А Лопе уже давно и след простыл. На вересковом холме, где расположилась овчарня, он в два счета нарезает охапку березовых прутьев. Из стеблей бухарника Лопе сплетает веревку и крепко перевязывает охапку. Работа спорится. На ящериц Лопе и внимания не обращает. Они с шорохом снуют по вереску. Овчарня нынче заперта. В ней блеют овцы. Овчар Мальтен их сегодня не выгонял. Лопе решает подняться на холм. Минка, косматая овчарка, должна была ощениться. Правда, кто-то, помнится, говорил, что собаки щенятся в марте либо в апреле, но Минка — не совсем обычная собака, она может ощениться и сейчас.
— Минка, Минка, Ми-и-и-инка!
За овчарней скулит собака. Ее заперли. Лопе раздумывает над этим обстоятельством. Ясное дело — у Минки щенята. И Лопе припускает бегом.
Овчарня и жилье овчара сложены из валунов. Валуны сверкают на солнце. Словно в них вставлены крупинки золота. Дверь у Мальтена из двух половинок. Иногда Мальтен открывает только верхнюю половинку и, навалившись на нижнюю, курит свою трубку да оглядывает деревню. Верхняя часть двери — это темный четырехугольник.
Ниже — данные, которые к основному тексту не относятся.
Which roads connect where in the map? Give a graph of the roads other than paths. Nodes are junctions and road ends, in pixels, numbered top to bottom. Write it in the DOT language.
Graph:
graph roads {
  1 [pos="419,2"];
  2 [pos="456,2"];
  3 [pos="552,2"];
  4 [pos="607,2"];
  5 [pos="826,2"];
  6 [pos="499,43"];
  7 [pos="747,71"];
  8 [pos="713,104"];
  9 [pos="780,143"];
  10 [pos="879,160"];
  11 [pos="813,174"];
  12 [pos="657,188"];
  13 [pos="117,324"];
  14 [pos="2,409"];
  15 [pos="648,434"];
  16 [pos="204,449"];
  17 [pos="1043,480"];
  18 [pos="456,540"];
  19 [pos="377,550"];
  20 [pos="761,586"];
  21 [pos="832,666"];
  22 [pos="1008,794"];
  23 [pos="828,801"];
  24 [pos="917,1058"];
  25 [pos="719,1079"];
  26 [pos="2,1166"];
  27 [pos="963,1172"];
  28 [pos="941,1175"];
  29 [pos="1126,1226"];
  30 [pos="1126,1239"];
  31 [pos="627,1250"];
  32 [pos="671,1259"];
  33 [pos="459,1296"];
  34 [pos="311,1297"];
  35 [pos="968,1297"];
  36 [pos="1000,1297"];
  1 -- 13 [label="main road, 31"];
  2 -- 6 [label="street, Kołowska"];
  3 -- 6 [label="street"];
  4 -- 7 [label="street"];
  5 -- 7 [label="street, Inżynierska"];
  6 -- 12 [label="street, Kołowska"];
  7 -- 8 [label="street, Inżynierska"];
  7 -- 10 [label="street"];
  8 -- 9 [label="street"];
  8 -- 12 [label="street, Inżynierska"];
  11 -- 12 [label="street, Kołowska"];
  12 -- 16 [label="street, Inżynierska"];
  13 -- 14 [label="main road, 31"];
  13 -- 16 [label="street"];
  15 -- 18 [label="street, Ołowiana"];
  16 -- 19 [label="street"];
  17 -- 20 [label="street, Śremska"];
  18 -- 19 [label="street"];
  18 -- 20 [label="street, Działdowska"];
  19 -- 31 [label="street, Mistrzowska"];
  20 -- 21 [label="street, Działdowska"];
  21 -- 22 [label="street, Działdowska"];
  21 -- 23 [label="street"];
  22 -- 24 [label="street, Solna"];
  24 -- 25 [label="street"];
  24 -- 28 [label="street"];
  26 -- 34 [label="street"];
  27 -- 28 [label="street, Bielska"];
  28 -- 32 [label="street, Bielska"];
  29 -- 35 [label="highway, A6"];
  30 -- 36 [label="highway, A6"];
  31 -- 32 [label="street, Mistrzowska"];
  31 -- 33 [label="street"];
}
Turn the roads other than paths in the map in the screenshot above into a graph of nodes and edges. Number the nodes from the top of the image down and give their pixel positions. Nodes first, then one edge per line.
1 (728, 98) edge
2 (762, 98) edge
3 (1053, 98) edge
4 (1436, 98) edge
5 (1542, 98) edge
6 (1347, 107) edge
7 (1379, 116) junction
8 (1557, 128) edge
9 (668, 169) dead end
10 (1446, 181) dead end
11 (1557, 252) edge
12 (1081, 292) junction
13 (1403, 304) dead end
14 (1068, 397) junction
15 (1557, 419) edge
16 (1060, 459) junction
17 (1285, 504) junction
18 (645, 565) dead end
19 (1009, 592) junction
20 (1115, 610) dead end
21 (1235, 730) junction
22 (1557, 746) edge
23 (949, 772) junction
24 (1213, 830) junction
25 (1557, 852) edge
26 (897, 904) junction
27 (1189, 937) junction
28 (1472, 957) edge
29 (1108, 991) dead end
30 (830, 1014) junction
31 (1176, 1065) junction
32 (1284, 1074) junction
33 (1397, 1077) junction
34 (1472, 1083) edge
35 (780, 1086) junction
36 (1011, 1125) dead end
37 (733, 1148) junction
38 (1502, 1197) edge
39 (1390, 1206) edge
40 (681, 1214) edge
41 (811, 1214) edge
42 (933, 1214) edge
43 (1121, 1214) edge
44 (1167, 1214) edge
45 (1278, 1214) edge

Похожий на рамку. Иногда в этой рамке красуется половина Мальтена. Очень похоже на портрет кайзера у них в чистой горнице. Но сегодня рамка пуста.
— Ми-и-и-инка!
Кто-то торопливо распахивает нижнюю створку двери. Оттуда появляется женская фигура. Некоторое время она стоит неподвижно, потом бредет прочь неуверенными шагами. Женщина приближается к Лопе. Возле искореженной сосны она снова останавливается, схватившись за ствол. Но тут она замечает мальчика и, пошатываясь, идет дальше.
Мальчик узнает ее. Это Стина. Она бледная, как простыня. Глаза у нее маленькие, красные, и в них блестят слезы. Стина выпрямляется и, нерешительно улыбаясь, спешит пройти мимо.
— А малыши померли? — спрашивает у нее Лопе.
— Ка… какие малыши?
— Чего она тогда воет? Он ее запер, да? А щенков побросал в воду, да?
Тут только до Стины доходит смысл вопроса. Лицо у нее заливается краской. Она кладет правую руку себе на грудь.
— Нет… не знаю, она, наверно, просто так воет. — Вымученная улыбка.
— А почему он ее тогда запер?
Стина пожимает плечами и хочет уйти. Лопе глядит на дорогу.
— Стина, да у тебя кровь идет! Ты что, порезалась?